(DATA)

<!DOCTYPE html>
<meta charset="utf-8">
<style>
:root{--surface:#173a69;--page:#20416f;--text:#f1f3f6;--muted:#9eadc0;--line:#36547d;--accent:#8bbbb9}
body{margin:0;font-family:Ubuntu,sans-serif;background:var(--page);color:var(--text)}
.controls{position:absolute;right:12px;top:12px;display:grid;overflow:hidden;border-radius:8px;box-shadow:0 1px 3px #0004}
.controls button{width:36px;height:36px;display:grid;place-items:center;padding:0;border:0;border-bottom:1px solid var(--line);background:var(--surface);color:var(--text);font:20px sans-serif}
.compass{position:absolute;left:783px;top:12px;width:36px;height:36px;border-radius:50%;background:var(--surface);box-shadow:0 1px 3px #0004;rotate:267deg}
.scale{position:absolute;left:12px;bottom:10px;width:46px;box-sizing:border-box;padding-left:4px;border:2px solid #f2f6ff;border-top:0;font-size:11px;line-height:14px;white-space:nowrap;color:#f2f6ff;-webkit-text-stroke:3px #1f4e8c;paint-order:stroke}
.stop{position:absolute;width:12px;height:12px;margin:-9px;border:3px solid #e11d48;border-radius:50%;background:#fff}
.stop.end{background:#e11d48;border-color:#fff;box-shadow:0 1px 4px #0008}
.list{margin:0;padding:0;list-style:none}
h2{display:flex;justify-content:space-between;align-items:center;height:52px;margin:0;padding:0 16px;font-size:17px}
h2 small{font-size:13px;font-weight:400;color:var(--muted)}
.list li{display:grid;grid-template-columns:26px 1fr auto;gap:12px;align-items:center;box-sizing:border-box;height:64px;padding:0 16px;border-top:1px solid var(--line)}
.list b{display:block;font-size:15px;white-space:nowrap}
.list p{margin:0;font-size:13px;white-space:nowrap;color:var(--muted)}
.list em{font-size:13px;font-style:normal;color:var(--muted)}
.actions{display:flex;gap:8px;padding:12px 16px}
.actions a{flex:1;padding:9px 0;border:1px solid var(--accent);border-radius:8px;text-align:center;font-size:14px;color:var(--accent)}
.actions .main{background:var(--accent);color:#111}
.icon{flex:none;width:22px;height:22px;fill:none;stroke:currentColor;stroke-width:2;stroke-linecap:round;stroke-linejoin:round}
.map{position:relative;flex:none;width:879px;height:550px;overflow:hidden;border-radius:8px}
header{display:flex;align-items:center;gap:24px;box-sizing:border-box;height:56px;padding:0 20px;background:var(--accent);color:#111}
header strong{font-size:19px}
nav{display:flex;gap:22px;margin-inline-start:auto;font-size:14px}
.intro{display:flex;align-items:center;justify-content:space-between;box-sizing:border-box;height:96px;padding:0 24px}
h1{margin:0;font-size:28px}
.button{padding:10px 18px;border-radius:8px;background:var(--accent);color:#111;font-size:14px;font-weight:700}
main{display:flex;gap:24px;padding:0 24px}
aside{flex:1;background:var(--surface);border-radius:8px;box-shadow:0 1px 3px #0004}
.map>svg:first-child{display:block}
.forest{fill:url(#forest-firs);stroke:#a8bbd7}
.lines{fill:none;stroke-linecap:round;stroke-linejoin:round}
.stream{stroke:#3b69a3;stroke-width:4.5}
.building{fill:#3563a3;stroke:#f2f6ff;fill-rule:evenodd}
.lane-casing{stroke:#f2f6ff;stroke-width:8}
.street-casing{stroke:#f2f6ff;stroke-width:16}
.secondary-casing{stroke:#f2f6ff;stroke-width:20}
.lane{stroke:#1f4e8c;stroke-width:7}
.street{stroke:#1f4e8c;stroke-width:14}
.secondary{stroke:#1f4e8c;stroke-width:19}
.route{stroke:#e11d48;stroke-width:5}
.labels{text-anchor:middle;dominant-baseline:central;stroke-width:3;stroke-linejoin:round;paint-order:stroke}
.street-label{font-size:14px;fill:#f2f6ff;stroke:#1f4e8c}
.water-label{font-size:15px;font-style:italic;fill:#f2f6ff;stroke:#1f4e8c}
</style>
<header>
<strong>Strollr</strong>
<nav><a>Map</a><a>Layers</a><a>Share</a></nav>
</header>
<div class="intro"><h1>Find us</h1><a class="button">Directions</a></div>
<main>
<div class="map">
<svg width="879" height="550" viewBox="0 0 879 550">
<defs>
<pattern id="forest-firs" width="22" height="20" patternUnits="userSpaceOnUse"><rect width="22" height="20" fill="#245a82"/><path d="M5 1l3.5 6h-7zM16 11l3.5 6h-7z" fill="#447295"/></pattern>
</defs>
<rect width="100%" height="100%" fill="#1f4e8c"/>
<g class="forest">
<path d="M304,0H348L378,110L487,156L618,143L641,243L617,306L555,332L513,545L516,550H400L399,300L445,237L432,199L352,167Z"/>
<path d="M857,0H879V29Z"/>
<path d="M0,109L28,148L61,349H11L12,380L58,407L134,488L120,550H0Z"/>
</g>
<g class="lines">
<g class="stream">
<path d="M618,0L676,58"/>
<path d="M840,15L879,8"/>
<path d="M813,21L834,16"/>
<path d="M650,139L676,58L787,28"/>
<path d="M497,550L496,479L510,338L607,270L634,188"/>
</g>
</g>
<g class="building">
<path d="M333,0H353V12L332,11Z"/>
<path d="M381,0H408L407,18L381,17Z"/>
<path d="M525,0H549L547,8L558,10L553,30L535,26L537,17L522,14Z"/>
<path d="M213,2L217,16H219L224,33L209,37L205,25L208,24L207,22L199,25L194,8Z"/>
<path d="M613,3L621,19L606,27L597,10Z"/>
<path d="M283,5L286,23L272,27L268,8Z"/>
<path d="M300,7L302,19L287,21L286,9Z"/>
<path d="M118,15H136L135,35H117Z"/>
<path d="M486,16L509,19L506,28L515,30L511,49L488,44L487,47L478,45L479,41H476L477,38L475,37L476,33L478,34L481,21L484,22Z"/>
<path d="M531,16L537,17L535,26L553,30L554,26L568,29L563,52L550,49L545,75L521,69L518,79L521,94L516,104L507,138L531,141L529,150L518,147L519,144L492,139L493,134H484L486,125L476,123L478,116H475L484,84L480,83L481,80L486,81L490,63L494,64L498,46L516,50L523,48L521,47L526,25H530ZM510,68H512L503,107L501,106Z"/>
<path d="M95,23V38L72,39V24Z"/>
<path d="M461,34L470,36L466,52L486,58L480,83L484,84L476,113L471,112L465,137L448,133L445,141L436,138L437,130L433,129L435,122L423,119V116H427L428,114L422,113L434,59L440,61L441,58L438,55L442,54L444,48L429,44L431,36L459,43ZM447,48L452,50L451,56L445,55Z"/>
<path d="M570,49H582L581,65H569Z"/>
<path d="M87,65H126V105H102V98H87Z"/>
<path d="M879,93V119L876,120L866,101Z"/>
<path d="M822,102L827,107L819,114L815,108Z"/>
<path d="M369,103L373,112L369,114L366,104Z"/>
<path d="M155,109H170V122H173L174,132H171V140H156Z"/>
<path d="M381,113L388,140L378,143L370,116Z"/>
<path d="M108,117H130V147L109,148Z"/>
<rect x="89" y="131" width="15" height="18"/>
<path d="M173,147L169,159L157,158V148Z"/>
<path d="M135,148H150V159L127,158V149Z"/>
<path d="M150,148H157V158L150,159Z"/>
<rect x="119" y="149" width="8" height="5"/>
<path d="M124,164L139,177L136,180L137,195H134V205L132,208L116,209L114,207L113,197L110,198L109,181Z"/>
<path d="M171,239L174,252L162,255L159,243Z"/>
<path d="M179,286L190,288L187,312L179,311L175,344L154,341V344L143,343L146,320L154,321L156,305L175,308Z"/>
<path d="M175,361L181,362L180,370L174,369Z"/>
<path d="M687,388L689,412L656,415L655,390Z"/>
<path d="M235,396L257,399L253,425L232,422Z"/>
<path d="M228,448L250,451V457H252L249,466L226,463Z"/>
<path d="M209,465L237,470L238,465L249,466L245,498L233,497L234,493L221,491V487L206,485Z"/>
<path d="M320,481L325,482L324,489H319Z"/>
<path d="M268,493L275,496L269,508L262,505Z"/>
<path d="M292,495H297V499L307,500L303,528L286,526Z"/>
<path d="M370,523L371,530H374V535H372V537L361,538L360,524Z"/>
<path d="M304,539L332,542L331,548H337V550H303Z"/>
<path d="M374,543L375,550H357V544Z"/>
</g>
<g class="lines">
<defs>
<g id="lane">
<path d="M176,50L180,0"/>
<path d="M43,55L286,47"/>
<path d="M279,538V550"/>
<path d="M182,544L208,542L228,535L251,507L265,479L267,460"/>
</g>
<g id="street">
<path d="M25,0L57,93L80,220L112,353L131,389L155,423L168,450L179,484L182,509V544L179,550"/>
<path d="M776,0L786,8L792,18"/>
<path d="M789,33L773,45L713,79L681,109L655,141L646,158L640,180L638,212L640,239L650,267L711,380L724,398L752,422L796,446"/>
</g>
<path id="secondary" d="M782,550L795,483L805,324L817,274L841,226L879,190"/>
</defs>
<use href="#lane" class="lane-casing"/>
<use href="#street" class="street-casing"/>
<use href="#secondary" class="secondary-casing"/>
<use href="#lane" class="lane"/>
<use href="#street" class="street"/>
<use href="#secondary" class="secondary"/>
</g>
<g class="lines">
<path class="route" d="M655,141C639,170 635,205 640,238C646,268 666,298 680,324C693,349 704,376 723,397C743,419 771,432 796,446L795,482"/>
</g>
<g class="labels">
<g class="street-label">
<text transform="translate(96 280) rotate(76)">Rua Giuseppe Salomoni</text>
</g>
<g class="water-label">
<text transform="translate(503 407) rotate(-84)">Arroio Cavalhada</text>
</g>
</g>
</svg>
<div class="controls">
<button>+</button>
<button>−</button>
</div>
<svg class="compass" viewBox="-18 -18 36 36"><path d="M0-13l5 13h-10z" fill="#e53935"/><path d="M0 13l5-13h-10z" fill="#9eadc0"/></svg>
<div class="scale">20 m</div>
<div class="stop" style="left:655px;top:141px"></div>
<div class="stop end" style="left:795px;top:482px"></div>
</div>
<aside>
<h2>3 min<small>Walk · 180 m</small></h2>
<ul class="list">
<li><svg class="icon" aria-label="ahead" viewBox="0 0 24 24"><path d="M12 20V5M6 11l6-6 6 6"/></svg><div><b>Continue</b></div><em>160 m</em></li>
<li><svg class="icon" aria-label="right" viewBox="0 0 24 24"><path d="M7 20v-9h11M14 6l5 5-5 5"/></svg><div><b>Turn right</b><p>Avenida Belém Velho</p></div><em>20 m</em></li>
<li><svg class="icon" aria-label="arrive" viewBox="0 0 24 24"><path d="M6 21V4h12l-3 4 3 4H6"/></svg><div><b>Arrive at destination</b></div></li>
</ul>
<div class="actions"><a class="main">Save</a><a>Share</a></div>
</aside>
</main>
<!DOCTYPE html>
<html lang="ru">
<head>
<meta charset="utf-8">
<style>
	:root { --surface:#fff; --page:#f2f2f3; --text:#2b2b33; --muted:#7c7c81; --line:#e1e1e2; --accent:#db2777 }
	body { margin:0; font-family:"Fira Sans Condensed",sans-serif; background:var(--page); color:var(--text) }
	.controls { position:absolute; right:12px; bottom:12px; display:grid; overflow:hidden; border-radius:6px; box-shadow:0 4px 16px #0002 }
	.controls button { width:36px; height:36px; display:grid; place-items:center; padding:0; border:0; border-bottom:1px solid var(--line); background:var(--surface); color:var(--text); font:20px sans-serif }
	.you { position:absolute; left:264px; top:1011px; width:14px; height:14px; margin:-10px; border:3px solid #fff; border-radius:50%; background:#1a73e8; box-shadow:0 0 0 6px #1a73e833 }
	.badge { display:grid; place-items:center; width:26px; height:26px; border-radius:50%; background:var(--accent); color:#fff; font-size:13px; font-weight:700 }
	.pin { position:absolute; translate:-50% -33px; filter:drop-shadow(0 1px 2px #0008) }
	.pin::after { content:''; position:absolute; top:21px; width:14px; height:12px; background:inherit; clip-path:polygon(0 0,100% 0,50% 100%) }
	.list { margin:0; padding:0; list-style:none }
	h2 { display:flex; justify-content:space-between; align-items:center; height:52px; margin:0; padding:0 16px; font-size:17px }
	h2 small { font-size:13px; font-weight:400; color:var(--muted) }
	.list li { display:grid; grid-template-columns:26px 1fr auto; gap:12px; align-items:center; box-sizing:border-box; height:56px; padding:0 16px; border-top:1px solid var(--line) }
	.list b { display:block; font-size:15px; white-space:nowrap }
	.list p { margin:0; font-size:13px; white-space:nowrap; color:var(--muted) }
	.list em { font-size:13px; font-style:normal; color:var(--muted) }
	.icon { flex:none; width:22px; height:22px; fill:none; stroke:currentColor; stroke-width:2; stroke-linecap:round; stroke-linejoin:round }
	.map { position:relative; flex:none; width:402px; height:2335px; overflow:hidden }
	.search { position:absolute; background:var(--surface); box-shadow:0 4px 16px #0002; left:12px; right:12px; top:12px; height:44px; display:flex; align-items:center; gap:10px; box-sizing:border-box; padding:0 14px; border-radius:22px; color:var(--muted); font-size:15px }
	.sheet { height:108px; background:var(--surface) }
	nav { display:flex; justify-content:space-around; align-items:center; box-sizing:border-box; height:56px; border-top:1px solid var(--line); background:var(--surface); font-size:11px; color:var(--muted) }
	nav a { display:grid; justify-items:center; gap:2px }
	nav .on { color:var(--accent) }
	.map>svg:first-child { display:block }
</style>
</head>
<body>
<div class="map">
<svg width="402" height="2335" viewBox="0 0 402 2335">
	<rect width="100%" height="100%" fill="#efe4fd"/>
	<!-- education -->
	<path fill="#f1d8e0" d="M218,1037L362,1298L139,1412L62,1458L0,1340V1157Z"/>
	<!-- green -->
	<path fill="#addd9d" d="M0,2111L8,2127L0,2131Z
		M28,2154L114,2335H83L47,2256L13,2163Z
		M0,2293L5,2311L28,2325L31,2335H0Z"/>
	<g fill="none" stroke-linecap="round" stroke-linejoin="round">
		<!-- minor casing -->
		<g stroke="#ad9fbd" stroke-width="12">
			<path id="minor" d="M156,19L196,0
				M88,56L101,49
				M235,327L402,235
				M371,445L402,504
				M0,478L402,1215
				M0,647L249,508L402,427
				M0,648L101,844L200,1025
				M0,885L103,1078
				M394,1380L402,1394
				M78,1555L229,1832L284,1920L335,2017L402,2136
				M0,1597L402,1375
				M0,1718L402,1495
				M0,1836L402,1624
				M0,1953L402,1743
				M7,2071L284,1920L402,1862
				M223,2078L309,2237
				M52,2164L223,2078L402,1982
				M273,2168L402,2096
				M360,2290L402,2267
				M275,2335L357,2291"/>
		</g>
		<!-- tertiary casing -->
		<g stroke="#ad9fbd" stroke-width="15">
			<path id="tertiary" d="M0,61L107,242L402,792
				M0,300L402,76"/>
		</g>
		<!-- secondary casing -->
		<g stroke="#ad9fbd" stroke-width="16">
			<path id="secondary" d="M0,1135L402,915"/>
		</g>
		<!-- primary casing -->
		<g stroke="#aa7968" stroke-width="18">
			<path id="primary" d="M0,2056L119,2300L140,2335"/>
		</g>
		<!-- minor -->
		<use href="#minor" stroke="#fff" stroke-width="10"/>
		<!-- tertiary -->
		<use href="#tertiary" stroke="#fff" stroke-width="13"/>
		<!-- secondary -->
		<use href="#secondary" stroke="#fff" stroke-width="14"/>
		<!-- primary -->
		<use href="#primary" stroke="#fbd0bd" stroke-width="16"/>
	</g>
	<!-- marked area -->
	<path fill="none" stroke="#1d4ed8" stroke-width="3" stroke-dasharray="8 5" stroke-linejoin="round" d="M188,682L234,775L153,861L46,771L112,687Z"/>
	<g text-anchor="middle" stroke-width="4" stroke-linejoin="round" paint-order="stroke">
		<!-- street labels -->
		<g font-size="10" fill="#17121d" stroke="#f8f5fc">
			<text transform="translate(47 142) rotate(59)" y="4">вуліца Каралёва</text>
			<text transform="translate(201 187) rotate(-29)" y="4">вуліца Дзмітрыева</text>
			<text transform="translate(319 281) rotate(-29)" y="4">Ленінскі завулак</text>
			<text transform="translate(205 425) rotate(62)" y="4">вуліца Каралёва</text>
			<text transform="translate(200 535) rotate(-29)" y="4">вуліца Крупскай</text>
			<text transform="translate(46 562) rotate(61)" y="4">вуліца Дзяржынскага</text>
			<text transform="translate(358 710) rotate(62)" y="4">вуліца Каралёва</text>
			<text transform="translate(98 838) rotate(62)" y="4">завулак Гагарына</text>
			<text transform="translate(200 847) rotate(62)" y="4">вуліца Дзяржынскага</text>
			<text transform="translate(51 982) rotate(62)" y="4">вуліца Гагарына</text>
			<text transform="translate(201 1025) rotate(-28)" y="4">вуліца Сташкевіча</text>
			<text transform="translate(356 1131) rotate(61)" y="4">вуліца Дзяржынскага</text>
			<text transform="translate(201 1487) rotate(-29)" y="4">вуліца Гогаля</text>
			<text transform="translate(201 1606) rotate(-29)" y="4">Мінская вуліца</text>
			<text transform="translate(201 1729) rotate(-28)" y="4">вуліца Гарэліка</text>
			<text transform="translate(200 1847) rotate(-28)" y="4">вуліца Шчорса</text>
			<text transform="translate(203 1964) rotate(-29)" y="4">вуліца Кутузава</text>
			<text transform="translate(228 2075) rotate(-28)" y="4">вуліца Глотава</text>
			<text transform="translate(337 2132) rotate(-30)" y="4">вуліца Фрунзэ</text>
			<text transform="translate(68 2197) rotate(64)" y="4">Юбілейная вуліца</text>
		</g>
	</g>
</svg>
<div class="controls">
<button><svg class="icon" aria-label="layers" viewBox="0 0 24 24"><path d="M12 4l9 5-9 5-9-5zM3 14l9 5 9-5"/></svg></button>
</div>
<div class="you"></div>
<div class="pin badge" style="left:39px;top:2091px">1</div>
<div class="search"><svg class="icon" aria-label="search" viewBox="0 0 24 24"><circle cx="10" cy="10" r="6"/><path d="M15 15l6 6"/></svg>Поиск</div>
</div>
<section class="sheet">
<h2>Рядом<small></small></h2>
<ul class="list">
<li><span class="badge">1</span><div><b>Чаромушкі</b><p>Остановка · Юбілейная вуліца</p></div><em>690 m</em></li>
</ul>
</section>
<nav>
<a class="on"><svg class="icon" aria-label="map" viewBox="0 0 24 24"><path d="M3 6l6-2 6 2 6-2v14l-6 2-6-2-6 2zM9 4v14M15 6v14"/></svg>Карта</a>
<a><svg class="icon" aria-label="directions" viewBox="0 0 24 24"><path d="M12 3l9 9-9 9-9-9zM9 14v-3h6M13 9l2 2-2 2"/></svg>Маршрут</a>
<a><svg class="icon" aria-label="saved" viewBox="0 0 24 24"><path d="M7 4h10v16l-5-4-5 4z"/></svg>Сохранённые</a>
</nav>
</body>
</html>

(End DATA)

WHAT IS NEEDED:
Could you restate word for word the lines above, from the one that contains "content:''; position:absolute; top:21px;" through the one that contains "margin:0; padding:0; list-style:none", and no others?

SOLUTION FOR THIS TASK:
	.pin::after { content:''; position:absolute; top:21px; width:14px; height:12px; background:inherit; clip-path:polygon(0 0,100% 0,50% 100%) }
	.list { margin:0; padding:0; list-style:none }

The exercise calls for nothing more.